Il Var fa fare un passo in più ( in meglio o in peggio, dipende dai gusti). La zona semantica è quella del Grande fratello, del controllo totale. Campo, controcampo, inquadrature dall’alto e dal basso: il calciatore non può sfuggire a uno sguardo che vede tutto, controlla tutto. E punisce. Perché, qualsiasi sia la nostra idea del Var, una cosa forse si può condividere: è fratello stretto di quella voglia, che è la cifra del nostro tempo, di sorvegliare e punire. E’ come se il giustizialismo fosse arrivato a dare i calci pure al pallone, determinandone il senso. Niente può sfuggire, neanche il calciatore più esperto può passarla liscia. La presunzione di colpevolezza non lascia scampo. La tecnologia è tutto. Ma poi, forse, non è proprio così. Perché per quanto invasivo il Var resta sempre uno strumento nelle mani di esseri umani che vedono la realtà attraverso un punto di vista che non sarà mai del tutto oggettivo. Vi ricordate il film Rashomon di Akira Kurosawa dove la stessa storia veniva raccontata da diversi punti di vista e ogni volta cambiava? L’errore e l’errare restano ancora lì, ma con un valore di oggettività che prima l’arbitro non aveva. Lo ha deciso dopo aver consultato il Var, lo ha detto il Var, chissà cosa dice il Var etc etc. E nessuno ( o quasi) protesta più. Ma non è solo questione di “oggettività”. Quando l’arbitro si ferma e va a rivedere l’azione in tv, più che compiere un gesto umano, sembra voler interlocuire con gli dei. Non fa una verifica, ma consulta l’oracolo. Crea un mito, un nuovo mito, dove la decisione è soprannaturale. L’arbitro cede qualcosa della sua autorevolezza umana ma acquista un fascino che lo avvicina all’Olimpo. Il mito non diminuisce semmai cresce a dismisura.

Ma c’è un terzo protagonista di questa scena che ci riporta con i piedi per terra: i tifosi. Un po’ mito, un po’ carne, il loro modo di guardare le partita cambia con la tecnologia ma solo un po’. Anche il Var viene adattato al loro microcosmo, a quelle passioni ancestrali che nessuna tecnologia potrà modificare. Solo all’inizio la consultazione delle immagini in campo crea sconcerto.
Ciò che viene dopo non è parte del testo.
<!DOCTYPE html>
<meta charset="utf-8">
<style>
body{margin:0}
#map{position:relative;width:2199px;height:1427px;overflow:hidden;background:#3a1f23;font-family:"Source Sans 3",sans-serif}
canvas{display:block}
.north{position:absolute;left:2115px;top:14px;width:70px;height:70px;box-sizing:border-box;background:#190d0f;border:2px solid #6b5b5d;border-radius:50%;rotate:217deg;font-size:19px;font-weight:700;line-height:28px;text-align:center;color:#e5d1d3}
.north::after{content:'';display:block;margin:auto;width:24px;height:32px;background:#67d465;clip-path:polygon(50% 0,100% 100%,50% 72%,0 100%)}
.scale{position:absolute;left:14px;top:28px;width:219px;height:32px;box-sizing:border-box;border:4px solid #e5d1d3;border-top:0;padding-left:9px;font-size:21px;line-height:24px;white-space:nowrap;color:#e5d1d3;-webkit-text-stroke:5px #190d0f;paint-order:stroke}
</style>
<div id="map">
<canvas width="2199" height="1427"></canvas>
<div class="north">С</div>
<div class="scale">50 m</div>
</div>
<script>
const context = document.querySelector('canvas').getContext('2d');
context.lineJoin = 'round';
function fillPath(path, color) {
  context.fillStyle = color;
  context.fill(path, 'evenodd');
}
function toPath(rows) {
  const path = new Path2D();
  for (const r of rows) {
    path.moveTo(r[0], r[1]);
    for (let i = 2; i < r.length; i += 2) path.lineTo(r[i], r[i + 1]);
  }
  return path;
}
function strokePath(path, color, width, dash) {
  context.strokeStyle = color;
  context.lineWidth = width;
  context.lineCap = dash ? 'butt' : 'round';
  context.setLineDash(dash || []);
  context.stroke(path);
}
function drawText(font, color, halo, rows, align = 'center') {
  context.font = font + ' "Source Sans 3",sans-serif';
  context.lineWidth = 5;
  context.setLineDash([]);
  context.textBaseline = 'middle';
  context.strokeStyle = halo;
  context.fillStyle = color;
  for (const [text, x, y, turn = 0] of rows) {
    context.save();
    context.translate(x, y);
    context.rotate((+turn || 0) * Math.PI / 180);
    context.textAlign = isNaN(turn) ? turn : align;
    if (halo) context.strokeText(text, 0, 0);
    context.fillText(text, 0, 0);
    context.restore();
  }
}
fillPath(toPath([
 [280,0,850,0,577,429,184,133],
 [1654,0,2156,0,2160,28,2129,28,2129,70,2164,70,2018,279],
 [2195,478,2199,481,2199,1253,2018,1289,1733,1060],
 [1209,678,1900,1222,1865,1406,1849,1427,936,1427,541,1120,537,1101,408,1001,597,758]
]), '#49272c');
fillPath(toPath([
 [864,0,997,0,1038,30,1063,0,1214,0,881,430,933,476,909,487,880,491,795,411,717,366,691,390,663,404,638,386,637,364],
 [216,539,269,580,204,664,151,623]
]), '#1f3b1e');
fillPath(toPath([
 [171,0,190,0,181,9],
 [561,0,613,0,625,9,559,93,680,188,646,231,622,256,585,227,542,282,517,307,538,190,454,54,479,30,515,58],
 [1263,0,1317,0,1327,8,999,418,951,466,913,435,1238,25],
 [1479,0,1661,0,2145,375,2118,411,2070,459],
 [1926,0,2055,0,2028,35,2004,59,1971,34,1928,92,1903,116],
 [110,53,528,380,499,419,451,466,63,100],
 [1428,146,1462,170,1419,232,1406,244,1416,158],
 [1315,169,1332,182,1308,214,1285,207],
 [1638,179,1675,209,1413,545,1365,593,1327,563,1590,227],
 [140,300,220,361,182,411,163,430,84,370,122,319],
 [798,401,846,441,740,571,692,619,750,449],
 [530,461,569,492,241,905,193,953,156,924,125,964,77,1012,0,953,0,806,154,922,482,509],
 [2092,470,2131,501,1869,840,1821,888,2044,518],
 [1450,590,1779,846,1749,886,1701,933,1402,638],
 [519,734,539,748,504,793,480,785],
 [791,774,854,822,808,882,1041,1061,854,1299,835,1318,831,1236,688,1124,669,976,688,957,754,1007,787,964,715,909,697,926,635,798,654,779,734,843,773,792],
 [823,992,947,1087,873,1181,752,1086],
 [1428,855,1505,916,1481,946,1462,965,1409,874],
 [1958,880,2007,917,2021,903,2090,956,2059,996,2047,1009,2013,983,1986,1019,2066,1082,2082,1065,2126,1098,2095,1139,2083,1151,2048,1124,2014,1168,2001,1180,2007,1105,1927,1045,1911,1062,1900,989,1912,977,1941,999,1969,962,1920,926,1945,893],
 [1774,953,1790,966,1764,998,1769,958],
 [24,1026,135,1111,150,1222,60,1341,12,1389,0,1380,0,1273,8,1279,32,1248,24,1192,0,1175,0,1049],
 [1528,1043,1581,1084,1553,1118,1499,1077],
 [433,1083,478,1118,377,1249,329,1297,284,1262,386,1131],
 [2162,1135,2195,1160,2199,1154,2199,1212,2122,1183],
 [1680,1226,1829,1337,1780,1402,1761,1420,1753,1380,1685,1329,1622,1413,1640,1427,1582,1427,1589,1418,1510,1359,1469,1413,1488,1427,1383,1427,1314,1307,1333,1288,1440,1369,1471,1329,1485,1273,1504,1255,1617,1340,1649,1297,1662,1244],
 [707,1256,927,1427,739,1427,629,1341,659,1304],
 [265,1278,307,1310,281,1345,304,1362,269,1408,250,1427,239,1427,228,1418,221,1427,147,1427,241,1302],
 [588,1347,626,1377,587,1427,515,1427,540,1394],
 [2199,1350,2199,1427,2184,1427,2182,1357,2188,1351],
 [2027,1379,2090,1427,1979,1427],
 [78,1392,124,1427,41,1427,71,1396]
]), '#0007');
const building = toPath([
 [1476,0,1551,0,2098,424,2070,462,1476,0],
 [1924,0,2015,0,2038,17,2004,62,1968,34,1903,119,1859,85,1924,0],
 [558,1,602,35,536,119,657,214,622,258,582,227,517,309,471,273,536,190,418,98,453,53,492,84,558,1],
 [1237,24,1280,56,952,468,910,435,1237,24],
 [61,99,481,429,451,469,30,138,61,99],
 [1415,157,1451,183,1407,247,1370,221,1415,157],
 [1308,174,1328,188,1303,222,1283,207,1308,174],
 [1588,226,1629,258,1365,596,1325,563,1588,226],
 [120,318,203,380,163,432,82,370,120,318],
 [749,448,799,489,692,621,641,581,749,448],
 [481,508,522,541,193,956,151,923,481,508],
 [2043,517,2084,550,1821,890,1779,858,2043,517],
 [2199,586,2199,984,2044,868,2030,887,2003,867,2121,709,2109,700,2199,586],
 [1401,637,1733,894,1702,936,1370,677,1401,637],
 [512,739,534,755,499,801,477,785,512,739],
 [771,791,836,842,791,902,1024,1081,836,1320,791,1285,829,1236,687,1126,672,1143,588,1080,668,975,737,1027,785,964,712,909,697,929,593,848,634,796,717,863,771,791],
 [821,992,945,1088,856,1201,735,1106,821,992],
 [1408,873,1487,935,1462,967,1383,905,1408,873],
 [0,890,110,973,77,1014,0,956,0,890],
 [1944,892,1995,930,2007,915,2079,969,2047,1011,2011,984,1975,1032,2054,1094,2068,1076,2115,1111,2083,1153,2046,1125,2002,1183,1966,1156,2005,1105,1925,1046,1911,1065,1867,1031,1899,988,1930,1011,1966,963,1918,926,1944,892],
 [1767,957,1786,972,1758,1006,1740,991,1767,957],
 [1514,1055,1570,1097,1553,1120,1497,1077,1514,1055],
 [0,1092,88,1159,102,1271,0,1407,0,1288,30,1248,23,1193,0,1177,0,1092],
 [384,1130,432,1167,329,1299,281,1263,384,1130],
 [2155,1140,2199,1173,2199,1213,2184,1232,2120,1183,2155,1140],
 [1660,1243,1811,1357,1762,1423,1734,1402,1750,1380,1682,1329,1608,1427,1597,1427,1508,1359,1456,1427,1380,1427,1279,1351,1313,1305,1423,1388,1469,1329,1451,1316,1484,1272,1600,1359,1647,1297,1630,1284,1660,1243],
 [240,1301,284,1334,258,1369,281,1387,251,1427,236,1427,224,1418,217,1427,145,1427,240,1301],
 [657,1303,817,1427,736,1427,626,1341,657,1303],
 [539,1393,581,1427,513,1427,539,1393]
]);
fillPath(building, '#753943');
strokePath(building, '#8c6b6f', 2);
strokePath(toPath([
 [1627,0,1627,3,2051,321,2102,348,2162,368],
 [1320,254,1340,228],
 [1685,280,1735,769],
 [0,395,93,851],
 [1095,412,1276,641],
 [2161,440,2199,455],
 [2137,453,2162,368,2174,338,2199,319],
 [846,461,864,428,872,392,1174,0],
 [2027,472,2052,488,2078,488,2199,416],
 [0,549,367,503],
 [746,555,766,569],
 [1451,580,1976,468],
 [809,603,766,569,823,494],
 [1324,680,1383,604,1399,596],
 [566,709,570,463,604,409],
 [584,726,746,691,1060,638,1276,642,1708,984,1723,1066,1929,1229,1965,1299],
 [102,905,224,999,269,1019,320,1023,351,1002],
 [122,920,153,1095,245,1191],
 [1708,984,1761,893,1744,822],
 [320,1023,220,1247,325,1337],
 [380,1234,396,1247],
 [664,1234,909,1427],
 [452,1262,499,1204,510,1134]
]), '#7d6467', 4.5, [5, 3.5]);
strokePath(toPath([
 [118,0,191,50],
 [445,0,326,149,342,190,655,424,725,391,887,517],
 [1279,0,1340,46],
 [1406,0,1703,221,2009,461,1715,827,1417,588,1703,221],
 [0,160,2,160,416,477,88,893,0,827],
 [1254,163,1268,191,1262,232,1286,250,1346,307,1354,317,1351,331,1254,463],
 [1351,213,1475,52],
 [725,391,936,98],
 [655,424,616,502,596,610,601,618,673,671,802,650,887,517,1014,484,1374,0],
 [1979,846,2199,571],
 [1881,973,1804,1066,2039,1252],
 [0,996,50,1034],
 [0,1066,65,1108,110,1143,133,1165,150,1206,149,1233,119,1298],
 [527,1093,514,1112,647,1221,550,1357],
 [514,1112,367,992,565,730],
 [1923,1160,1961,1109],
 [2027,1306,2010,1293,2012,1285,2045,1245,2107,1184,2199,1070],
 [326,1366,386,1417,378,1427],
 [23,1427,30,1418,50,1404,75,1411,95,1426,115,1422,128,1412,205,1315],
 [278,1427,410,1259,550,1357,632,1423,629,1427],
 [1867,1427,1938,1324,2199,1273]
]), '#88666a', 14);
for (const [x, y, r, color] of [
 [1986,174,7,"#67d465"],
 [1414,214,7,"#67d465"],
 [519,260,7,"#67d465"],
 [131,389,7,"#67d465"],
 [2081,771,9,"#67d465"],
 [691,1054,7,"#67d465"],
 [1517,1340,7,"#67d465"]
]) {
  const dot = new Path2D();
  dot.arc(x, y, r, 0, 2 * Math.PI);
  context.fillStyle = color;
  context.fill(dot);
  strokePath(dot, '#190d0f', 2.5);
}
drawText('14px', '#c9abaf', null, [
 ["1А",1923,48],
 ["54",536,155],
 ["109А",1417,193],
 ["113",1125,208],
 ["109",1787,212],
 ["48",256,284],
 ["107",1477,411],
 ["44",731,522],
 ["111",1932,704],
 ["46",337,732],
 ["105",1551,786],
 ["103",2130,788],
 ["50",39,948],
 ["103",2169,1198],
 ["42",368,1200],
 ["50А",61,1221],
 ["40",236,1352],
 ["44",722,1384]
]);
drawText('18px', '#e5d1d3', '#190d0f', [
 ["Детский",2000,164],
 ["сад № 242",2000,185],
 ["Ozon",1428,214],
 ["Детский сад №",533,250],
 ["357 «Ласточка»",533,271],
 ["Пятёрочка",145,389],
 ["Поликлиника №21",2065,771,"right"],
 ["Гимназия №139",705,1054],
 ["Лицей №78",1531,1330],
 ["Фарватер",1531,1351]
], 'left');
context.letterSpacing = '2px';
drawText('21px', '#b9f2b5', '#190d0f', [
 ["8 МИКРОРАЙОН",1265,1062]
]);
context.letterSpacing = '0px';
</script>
Il risultato però non cambia.

L’arbitro sarà amico o nemico non sulla base delle immagini e dell’oggettività della scelta, ma sulla base del proprio “credo”, delle attese, di una passione che difficilmente si può controllare. Non è un caso che proprio il calcio, terreno di sperimentazione per la società del controllo, sia anche il luogo ancora vivo della ribellione al “sistema”. E se il sistema è il Var si può capire e tollerare solo fino a quando serve. Per il resto il vocabolario resta uguale, terra terra. E l’arbitro alla fine della partita, dopo quel rigore dato alla squadra avversaria, era e resta cornuto.